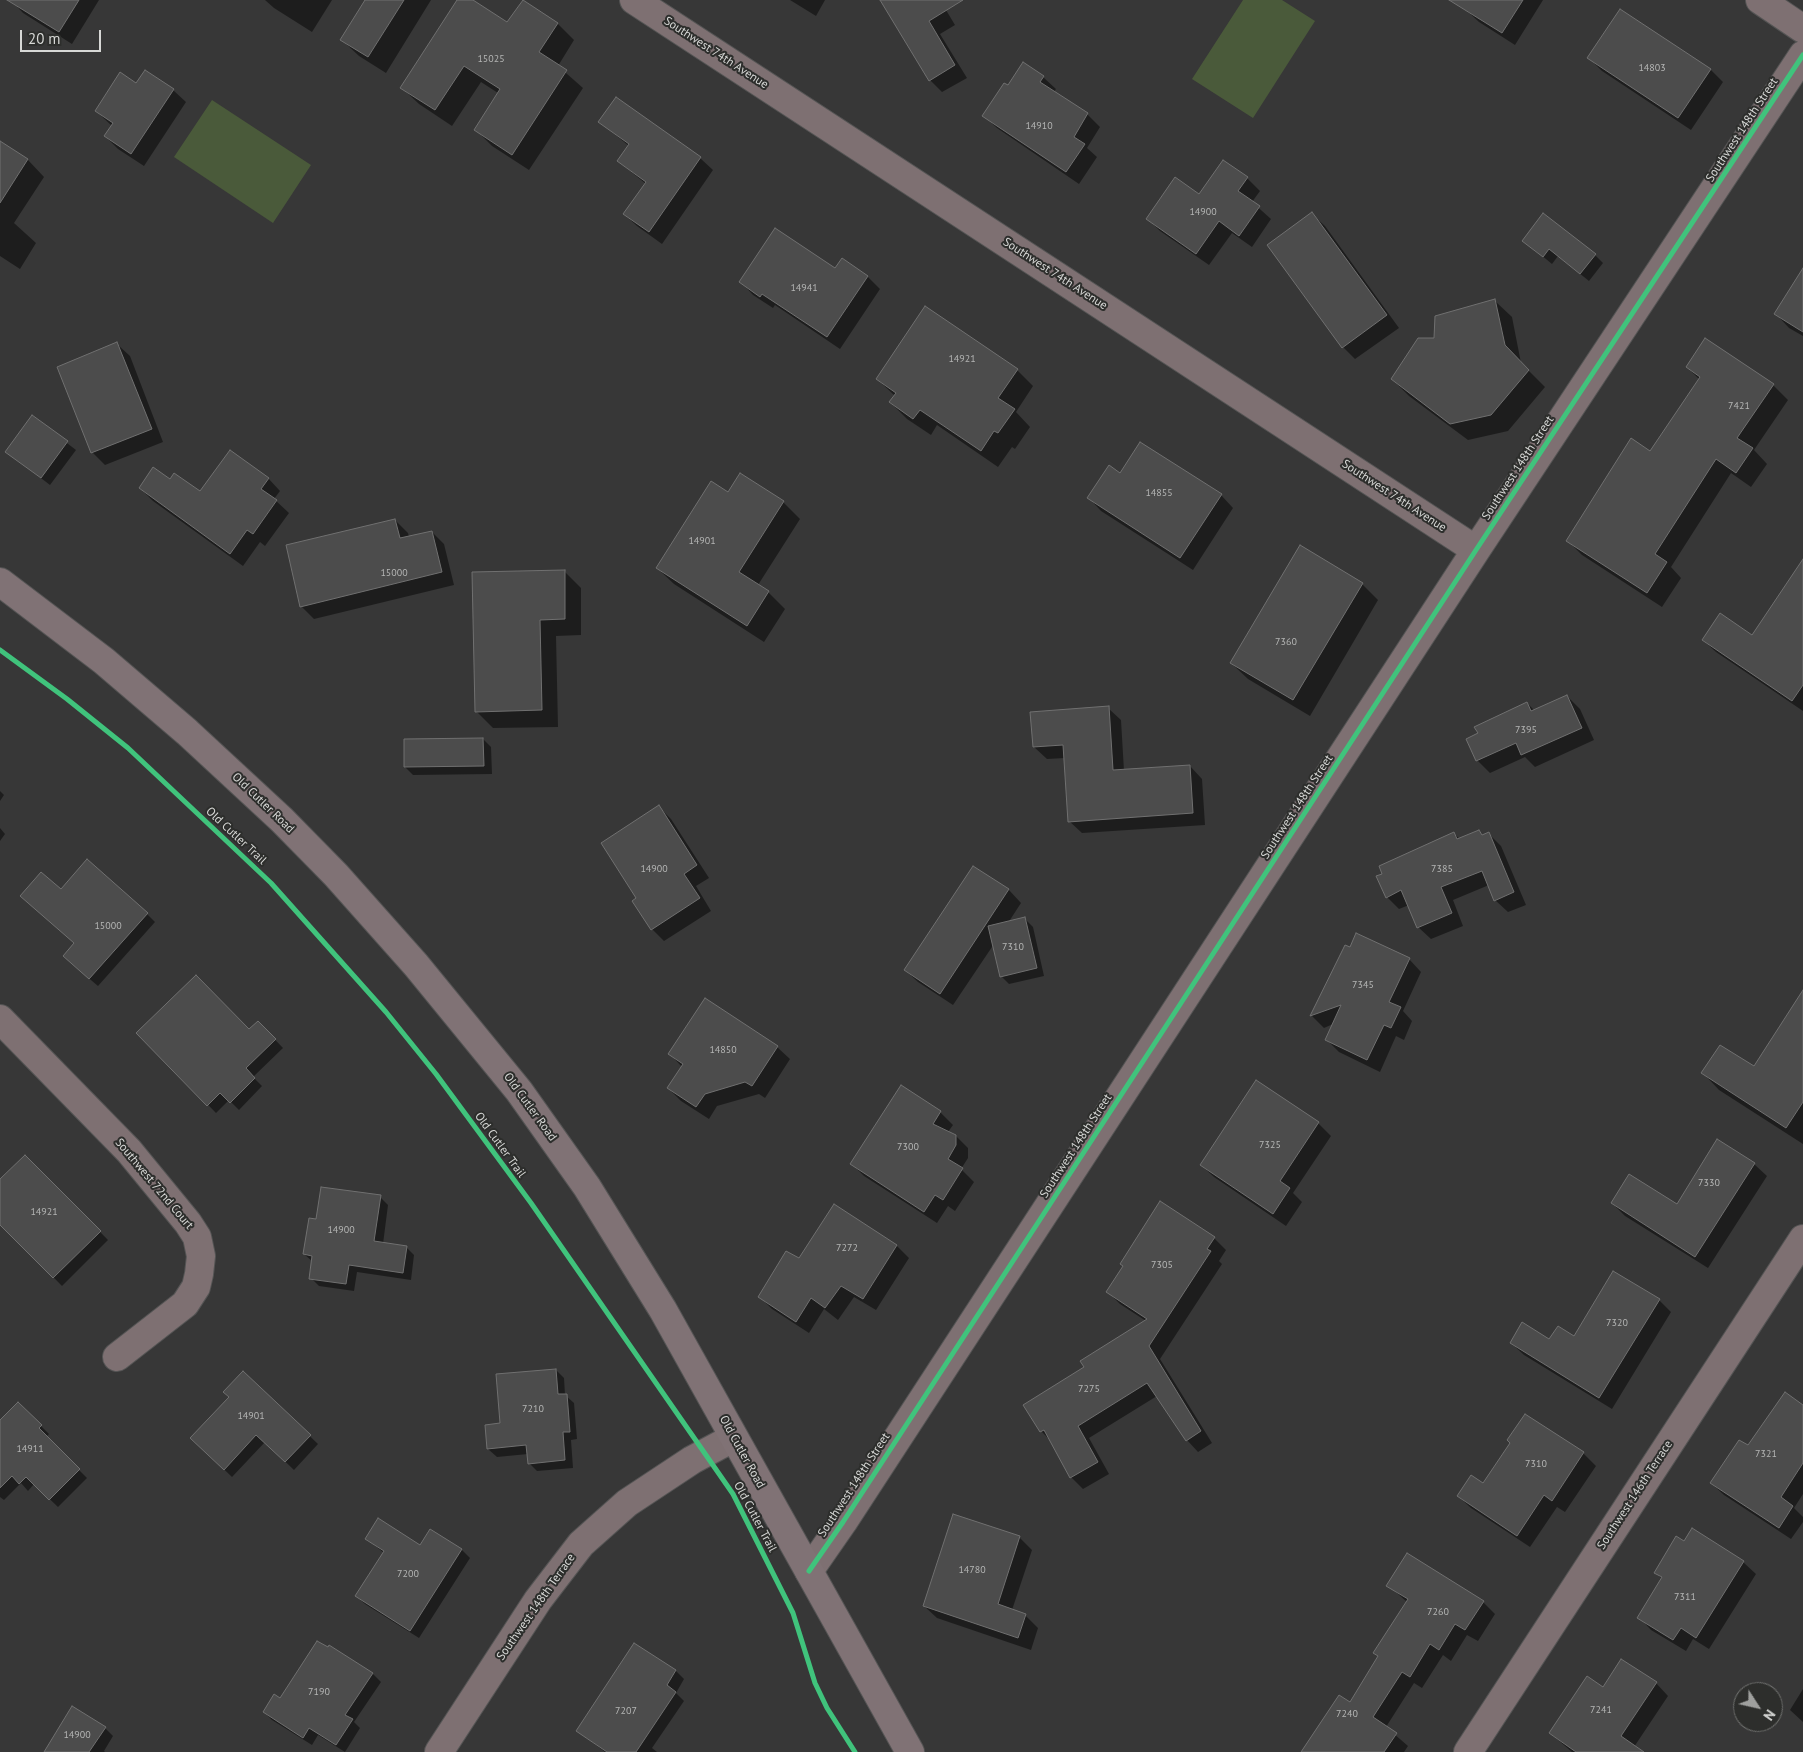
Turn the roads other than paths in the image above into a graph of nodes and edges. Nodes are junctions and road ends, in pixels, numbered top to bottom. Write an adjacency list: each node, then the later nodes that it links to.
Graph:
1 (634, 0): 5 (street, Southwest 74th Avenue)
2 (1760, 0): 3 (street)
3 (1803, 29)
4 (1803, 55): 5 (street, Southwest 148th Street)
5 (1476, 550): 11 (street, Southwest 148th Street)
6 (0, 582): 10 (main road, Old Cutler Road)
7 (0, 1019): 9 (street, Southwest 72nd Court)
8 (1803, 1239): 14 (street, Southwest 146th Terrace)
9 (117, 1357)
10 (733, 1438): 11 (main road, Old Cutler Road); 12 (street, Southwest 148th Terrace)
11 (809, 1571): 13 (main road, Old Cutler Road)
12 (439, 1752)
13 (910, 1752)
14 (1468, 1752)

→ Assignment
Write out the whole listing above exactly, minus images.

→ Response below
Turn the roads other than paths in the image above into a graph of nodes and edges. Nodes are junctions and road ends, in pixels, numbered top to bottom. Write an adjacency list: each node, then the later nodes that it links to.
Graph:
1 (634, 0): 5 (street, Southwest 74th Avenue)
2 (1760, 0): 3 (street)
3 (1803, 29)
4 (1803, 55): 5 (street, Southwest 148th Street)
5 (1476, 550): 11 (street, Southwest 148th Street)
6 (0, 582): 10 (main road, Old Cutler Road)
7 (0, 1019): 9 (street, Southwest 72nd Court)
8 (1803, 1239): 14 (street, Southwest 146th Terrace)
9 (117, 1357)
10 (733, 1438): 11 (main road, Old Cutler Road); 12 (street, Southwest 148th Terrace)
11 (809, 1571): 13 (main road, Old Cutler Road)
12 (439, 1752)
13 (910, 1752)
14 (1468, 1752)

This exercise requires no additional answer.